▶ WORK TO BE COMPLETED: The answer must consist only of the lines in the records below from the line with "thumb tip: (84, 102)" to the line with "thumb mcp: (893, 1016)", both included, copied word for word with every picture left out.
EXCERPTED DATA Start Marker
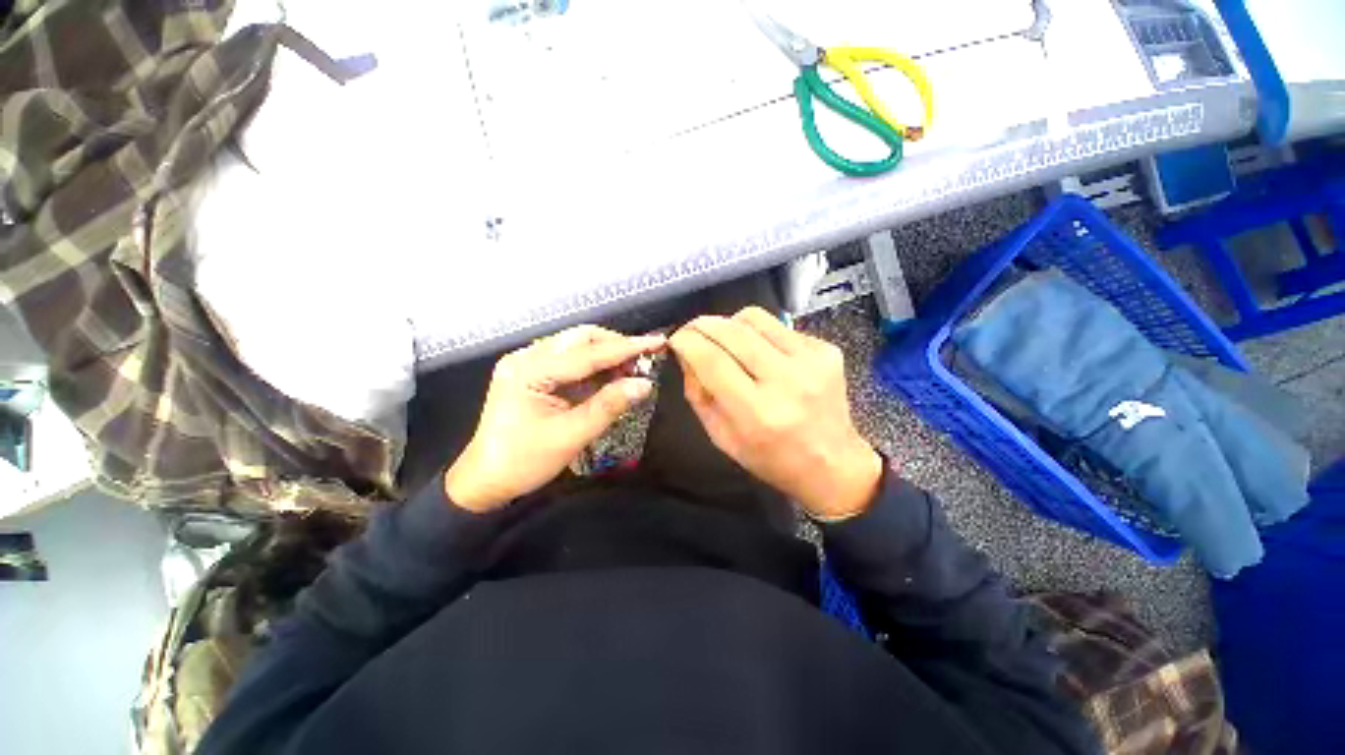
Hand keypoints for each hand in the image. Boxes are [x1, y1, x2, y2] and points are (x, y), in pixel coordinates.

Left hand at [444, 325, 664, 511]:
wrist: (484, 482)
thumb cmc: (524, 462)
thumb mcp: (571, 436)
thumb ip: (609, 406)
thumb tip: (645, 384)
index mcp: (529, 371)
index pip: (587, 353)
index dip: (626, 348)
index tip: (656, 342)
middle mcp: (526, 357)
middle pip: (580, 339)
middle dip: (616, 347)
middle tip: (644, 361)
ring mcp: (527, 363)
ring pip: (576, 346)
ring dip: (606, 355)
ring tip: (632, 370)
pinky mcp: (532, 373)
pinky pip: (570, 361)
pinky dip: (594, 367)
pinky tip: (611, 377)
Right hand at [668, 307, 882, 519]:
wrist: (832, 463)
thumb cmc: (771, 458)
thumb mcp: (721, 437)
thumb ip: (697, 394)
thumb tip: (685, 353)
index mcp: (756, 412)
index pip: (711, 360)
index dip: (686, 342)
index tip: (675, 338)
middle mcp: (786, 381)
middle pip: (732, 332)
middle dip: (702, 325)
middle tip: (691, 330)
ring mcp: (811, 361)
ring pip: (755, 318)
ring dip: (729, 323)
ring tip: (723, 338)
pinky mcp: (826, 351)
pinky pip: (779, 327)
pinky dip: (759, 334)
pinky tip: (759, 352)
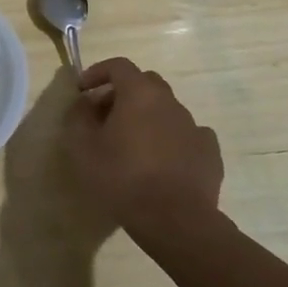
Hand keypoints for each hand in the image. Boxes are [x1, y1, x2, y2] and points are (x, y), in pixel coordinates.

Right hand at [64, 58, 224, 238]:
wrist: (175, 221)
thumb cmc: (122, 178)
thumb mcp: (82, 147)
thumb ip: (78, 116)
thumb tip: (84, 102)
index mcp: (139, 94)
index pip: (118, 65)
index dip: (97, 72)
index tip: (82, 90)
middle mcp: (170, 102)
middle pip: (145, 83)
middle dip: (123, 93)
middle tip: (105, 117)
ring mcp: (194, 126)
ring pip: (167, 110)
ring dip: (147, 118)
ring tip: (133, 145)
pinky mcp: (209, 153)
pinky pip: (187, 136)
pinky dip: (172, 140)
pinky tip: (163, 162)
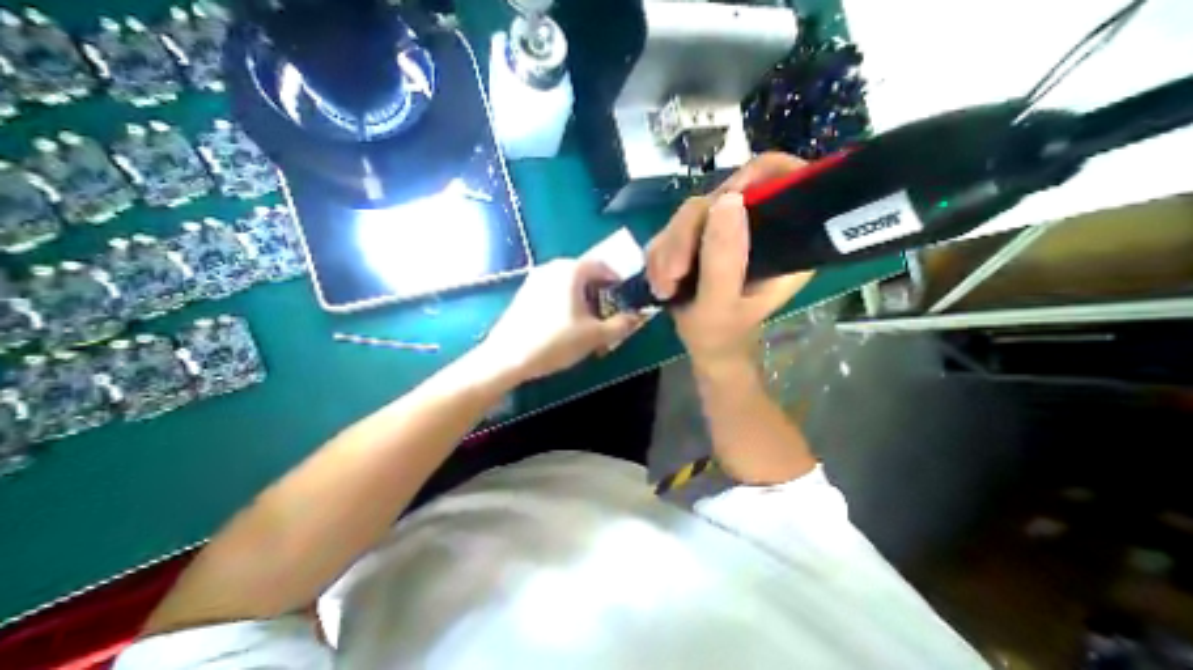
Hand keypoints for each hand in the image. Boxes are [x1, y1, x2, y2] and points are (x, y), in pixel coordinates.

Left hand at [478, 259, 644, 381]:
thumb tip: (638, 317)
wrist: (507, 358)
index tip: (626, 296)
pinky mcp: (525, 294)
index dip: (618, 279)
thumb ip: (621, 324)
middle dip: (601, 291)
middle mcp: (552, 268)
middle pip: (585, 274)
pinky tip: (566, 325)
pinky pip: (554, 291)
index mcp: (571, 270)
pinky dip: (566, 302)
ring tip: (589, 322)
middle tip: (609, 312)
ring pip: (569, 284)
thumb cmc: (555, 342)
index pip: (603, 265)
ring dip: (584, 298)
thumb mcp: (595, 335)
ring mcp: (535, 280)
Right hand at [650, 151, 815, 376]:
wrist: (705, 346)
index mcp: (784, 241)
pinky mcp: (701, 238)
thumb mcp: (721, 304)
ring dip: (667, 251)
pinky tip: (660, 281)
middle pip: (719, 197)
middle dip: (684, 237)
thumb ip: (724, 259)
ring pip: (689, 214)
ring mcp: (725, 231)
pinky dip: (660, 255)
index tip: (721, 205)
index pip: (783, 181)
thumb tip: (727, 199)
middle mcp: (757, 228)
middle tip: (670, 275)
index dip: (754, 178)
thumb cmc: (720, 333)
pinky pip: (672, 230)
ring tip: (663, 287)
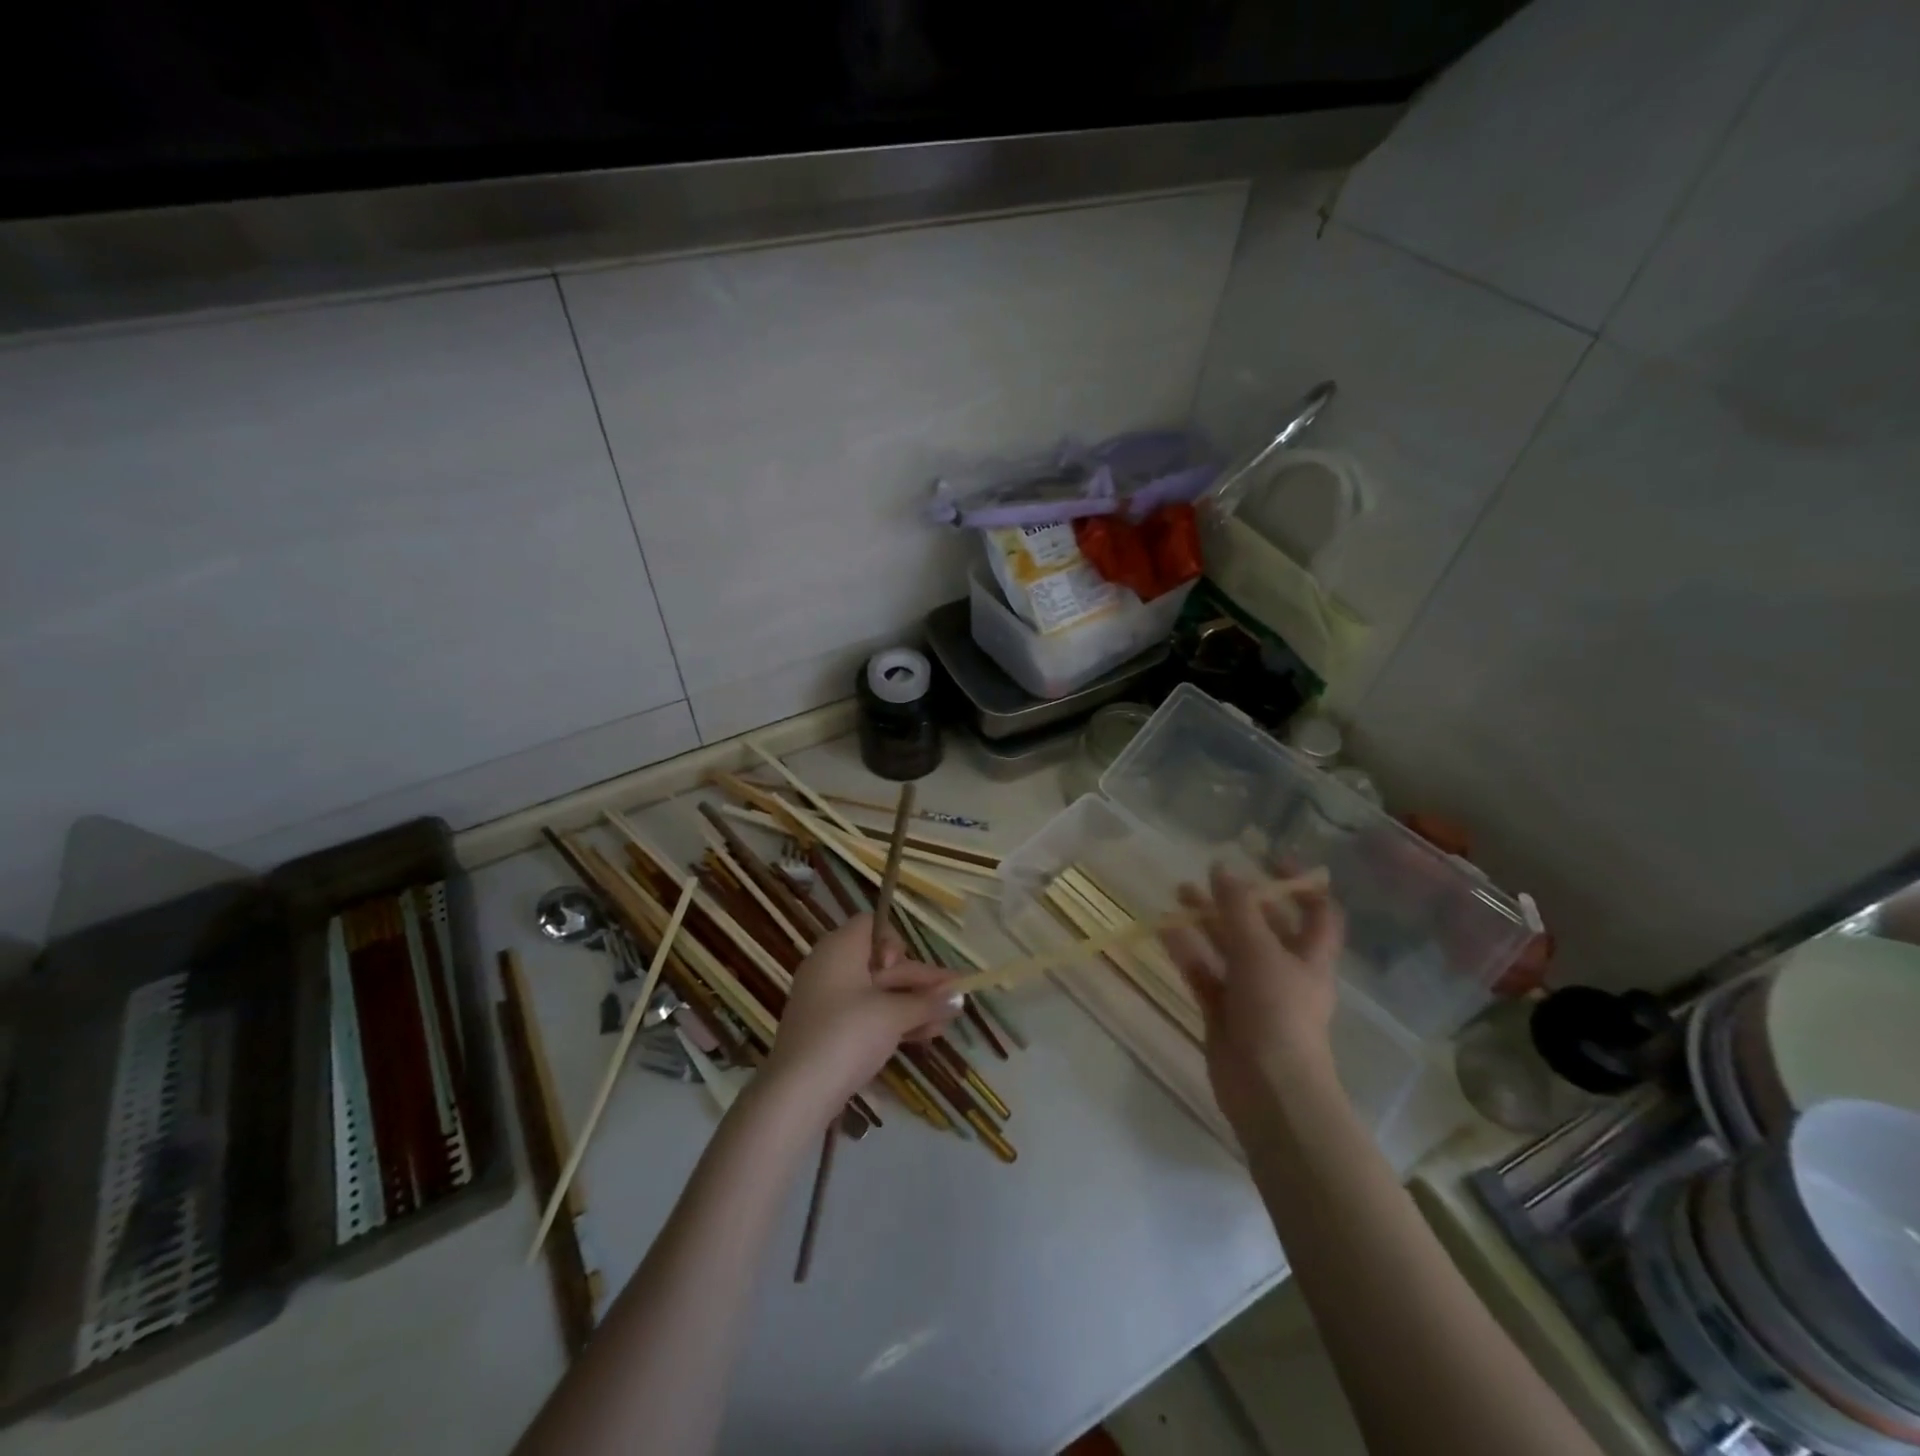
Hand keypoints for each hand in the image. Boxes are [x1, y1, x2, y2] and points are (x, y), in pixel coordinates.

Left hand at [762, 914, 960, 1122]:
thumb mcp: (893, 1016)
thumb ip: (927, 1003)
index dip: (893, 941)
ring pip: (878, 993)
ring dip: (912, 1005)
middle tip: (954, 996)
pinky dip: (893, 1021)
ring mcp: (828, 1001)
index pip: (870, 925)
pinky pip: (866, 1015)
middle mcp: (831, 967)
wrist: (797, 1093)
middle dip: (919, 981)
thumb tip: (959, 998)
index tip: (900, 967)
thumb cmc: (847, 1035)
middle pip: (882, 963)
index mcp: (839, 949)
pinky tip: (925, 1036)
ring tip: (947, 1022)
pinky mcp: (829, 1031)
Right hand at [1160, 865, 1345, 1131]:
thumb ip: (1239, 908)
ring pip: (1229, 948)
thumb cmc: (1278, 1013)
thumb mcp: (1260, 951)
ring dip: (1207, 921)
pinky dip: (1187, 952)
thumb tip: (1222, 868)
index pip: (1317, 911)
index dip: (1300, 883)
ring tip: (1178, 894)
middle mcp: (1284, 972)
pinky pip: (1204, 973)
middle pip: (1264, 926)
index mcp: (1310, 957)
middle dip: (1238, 900)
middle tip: (1208, 876)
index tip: (1269, 858)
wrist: (1268, 1090)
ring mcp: (1253, 994)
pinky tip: (1165, 930)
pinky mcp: (1224, 1013)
EXCERPTED DATA End Marker
▶ SOLUTION:
thumb tip: (84, 102)
index mcp: (139, 94)
index pip: (118, 65)
index dip: (97, 72)
index tip: (82, 90)
middle mcp: (170, 102)
middle pip: (145, 83)
middle dip: (123, 93)
middle tip: (105, 117)
ring mcp: (194, 126)
ring pip: (167, 110)
ring dip: (147, 118)
ring tip: (133, 145)
pinky mcp: (209, 153)
pinky pip: (187, 136)
pinky dip: (172, 140)
pinky tip: (163, 162)
Hand keypoints for each hand in the image. Boxes are [x1, y1, x2, y2] and points are (x, y), in pixel coordinates.

Left hand at [478, 259, 644, 381]:
thumb tip: (638, 317)
wrist: (507, 358)
index tip: (626, 296)
pinky mcp: (525, 294)
index dip: (618, 279)
thumb ip: (621, 324)
middle dip: (601, 291)
middle mcp: (552, 268)
middle pip: (585, 274)
pinky tip: (566, 325)
pinky pip: (554, 291)
index mcp: (571, 270)
pinky dip: (566, 302)
ring tip: (589, 322)
middle tip: (609, 312)
ring pip: (569, 284)
thumb cmc: (555, 342)
index pip: (603, 265)
ring dip: (584, 298)
thumb mcp: (595, 335)
ring mcp: (535, 280)
Right hand at [650, 151, 815, 376]:
wrist: (705, 346)
index mcp: (784, 241)
pinky mcp: (701, 238)
thumb mcp: (721, 304)
ring dip: (667, 251)
pinky tip: (660, 281)
middle pip: (719, 197)
middle dip: (684, 237)
thumb ip: (724, 259)
ring pip: (689, 214)
ring mcp: (725, 231)
pinky dip: (660, 255)
index tip: (721, 205)
index pip: (783, 181)
thumb tip: (727, 199)
middle mcp: (757, 228)
middle tip: (670, 275)
index dip: (754, 178)
thumb cmc: (720, 333)
pinky pip: (672, 230)
ring tip: (663, 287)
Hand keypoints for each hand in the image. Boxes are [x1, y1, x2, y2] and points are (x, y), in pixel coordinates.

Left hand at [762, 914, 960, 1122]:
thumb mcp: (893, 1016)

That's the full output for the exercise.